You also have to deal with security; you can't just tap every little stream of data. Privacy also plays a role: which data can you use for which applications? And in what form can you use that data? Which data should be anonymized and which should not? Martijn: "So you also need legal knowledge in addition to technical knowledge so you don't develop solutions that violate the AVG."
"You first have to translate the dialects into a standard language. Because only when you have a consistent whole can you start combining different data and gain new insights from that."
- Max Martens, technical designer and information analyst at InTraffic
While Max specializes in bringing in and structuring raw data from an increasing number of different sources, Chung Kit Lee, as a data scientist at InTraffic within the Data Solutions & Services team, is concerned with the next step: gaining insights from that data. "Because there are an awful lot of different types of data involved, we're thinking about how to present that data in a way that creates new insights. To do that, we use different types of visualizations. Because one image says more than a thousand words."
To start driving real-time data, you need a lot of historical data, Chung Kit explains. "The historical mobility data shows how traffic and public transport normally behaves. The real-time data tells if today's situation deviates from how it is normal, so you can take action. The question, however, is: what is normal? And how much data do you need to recognize patterns? During the corona lockdowns, for example, there was much less traffic on the road than during a period without lockdowns. Some winters you have many more days when it is slippery than others. Last year you had the exceptional situation of snow and ice during the lockdown. You therefore need domain knowledge to properly interpret the data and draw the right conclusions."
Adding new data sources
You also need domain knowledge to understand what type of data would be desired to make even better decisions. Chung Kit's eyes begin to shine when he says, "Governments are currently spending a lot of money on smart mobility. More and more data sources are coming in. Think of data from Internet of Things (IoT). There are sensors that can measure noise, the amount of particulate matter in the air and so on. And then you have open data such as weather forecasts from KNMI. The more of that data you put into your model, the more accurate you can monitor and the more targeted you can intervene. Fortunately, many of those data sources already use existing standards, such as NeTEx, DATEX, SIRI or BISON, which we already have experience with. That helps with interpretation of data that comes in. But we also deal a lot with "raw" unstructured data. It's a challenge to structure and process this data without increasing latency."
Still, you do want to add those data sources, says Chung Kit. "Because the more data you put into your model, the more accurate you can monitor and the more targeted you can intervene."
"You need domain knowledge to properly interpret the data and draw the right conclusions."
- Chung Kit Lee, data scientist on InTraffic's Data Solutions & Services team
Traffic expert view is indispensable
In all of this, you have to constantly keep a traffic expert's eye on things, cautions Chung Kit. "After all, traffic is constantly changing.
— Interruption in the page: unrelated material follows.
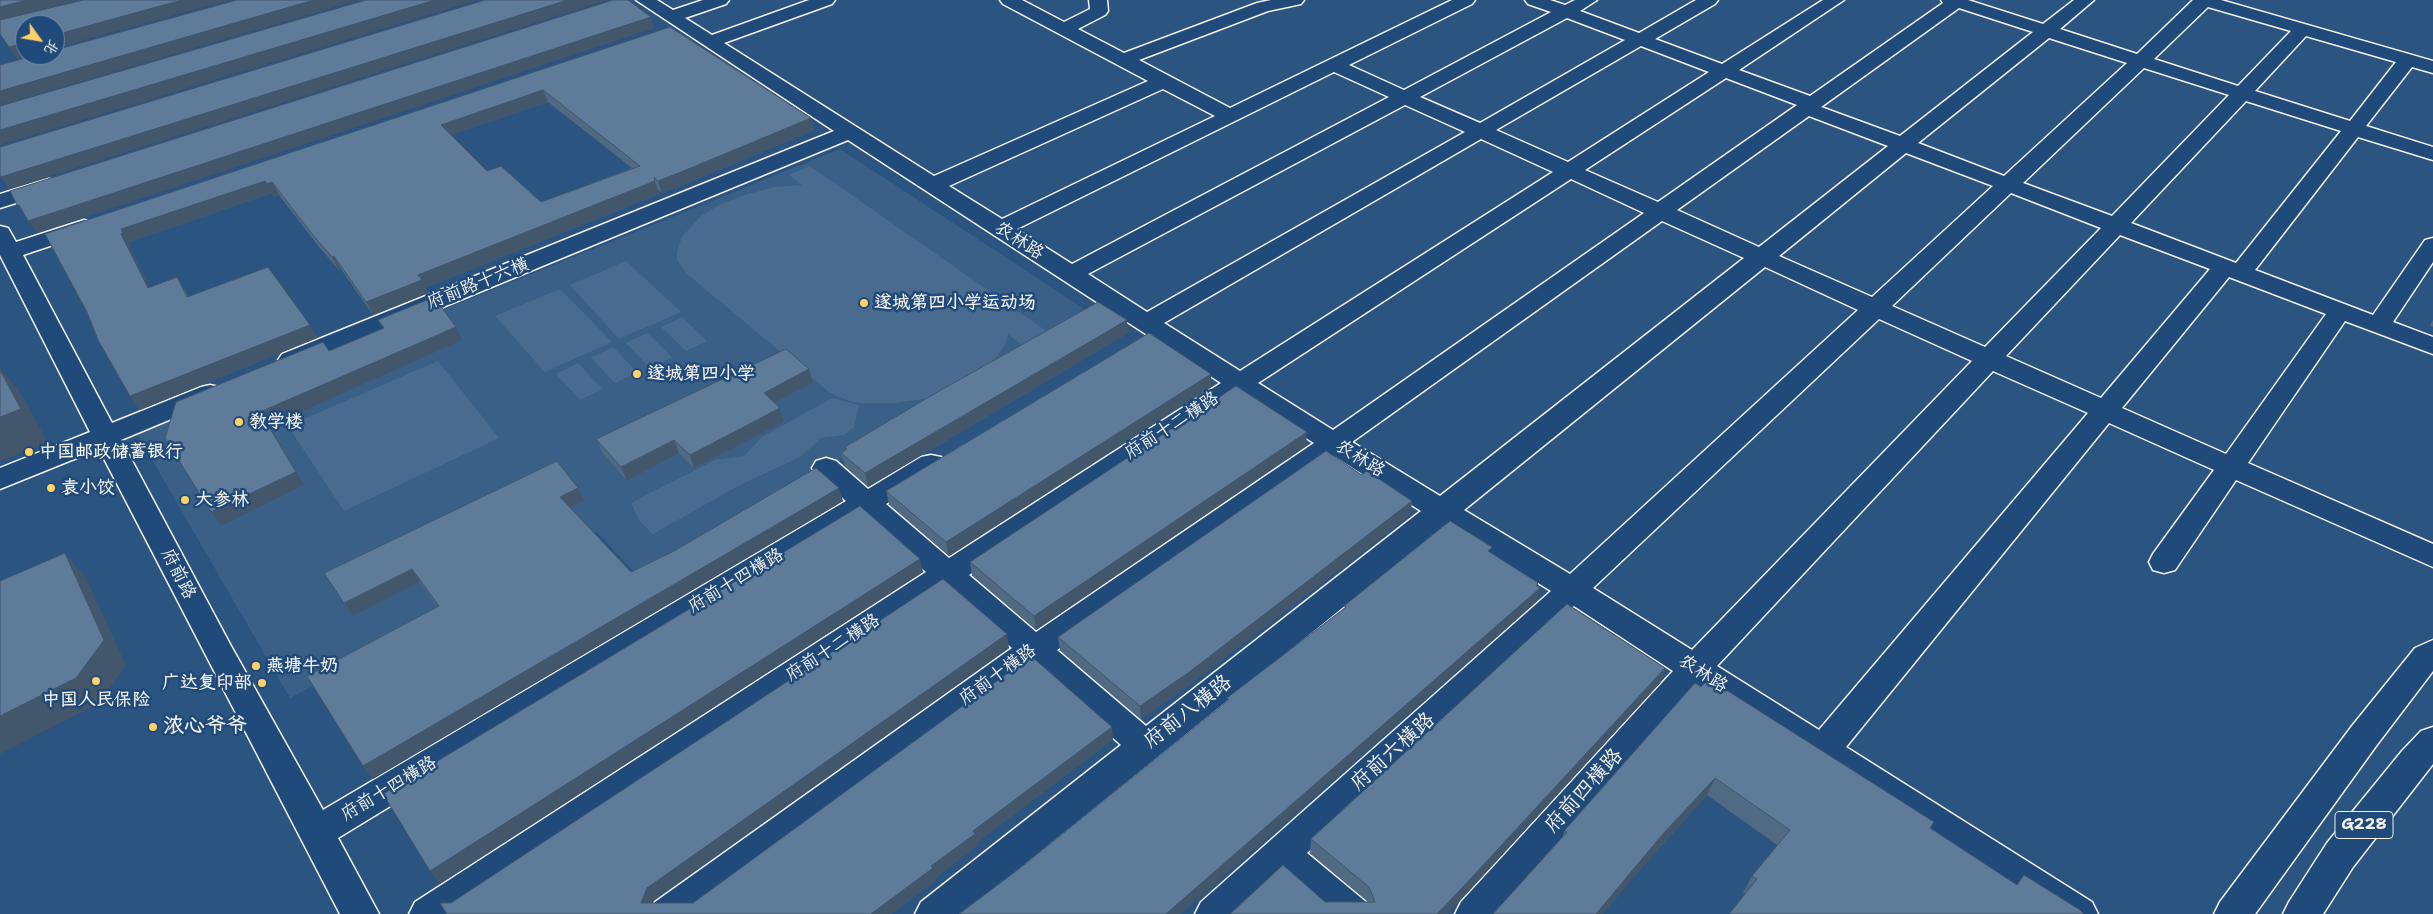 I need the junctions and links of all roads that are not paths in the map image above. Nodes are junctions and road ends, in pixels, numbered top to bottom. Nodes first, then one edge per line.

Not so long ago, on the bike path you had mostly 'regular' bikes with the occasional moped or cyclist. Now there are cargo bikes, electric bikes, electric scooters. You also see more and more municipalities thinking about residential areas with limited parking facilities or only parking facilities for shared cars, so they push people towards public transport and shared transport. So you can't make predictions based solely on historical data. You also need traffic engineering knowledge, knowledge of public transport and knowledge of people's behavior when it comes to mobility."
Generic platform that can be customized
InTraffic assists many municipalities with their mobility issues. In doing so, we reuse solutions that we have developed before. Max: "Every municipality will want to do different things with the data. So the mobility issues will be different every time. But the platform behind it can be generic. After all, you are constantly dealing with the same type of data - from traffic lights, loops in the road, from public transport, from parking garages, from sensors that measure vibrations, air pollution or noise and so on. Because we work for different governments, we can use that generic model as a basis and then build a specific solution with it that suits a specific municipality. That way you avoid, as a municipality, inventing a wheel that already exists."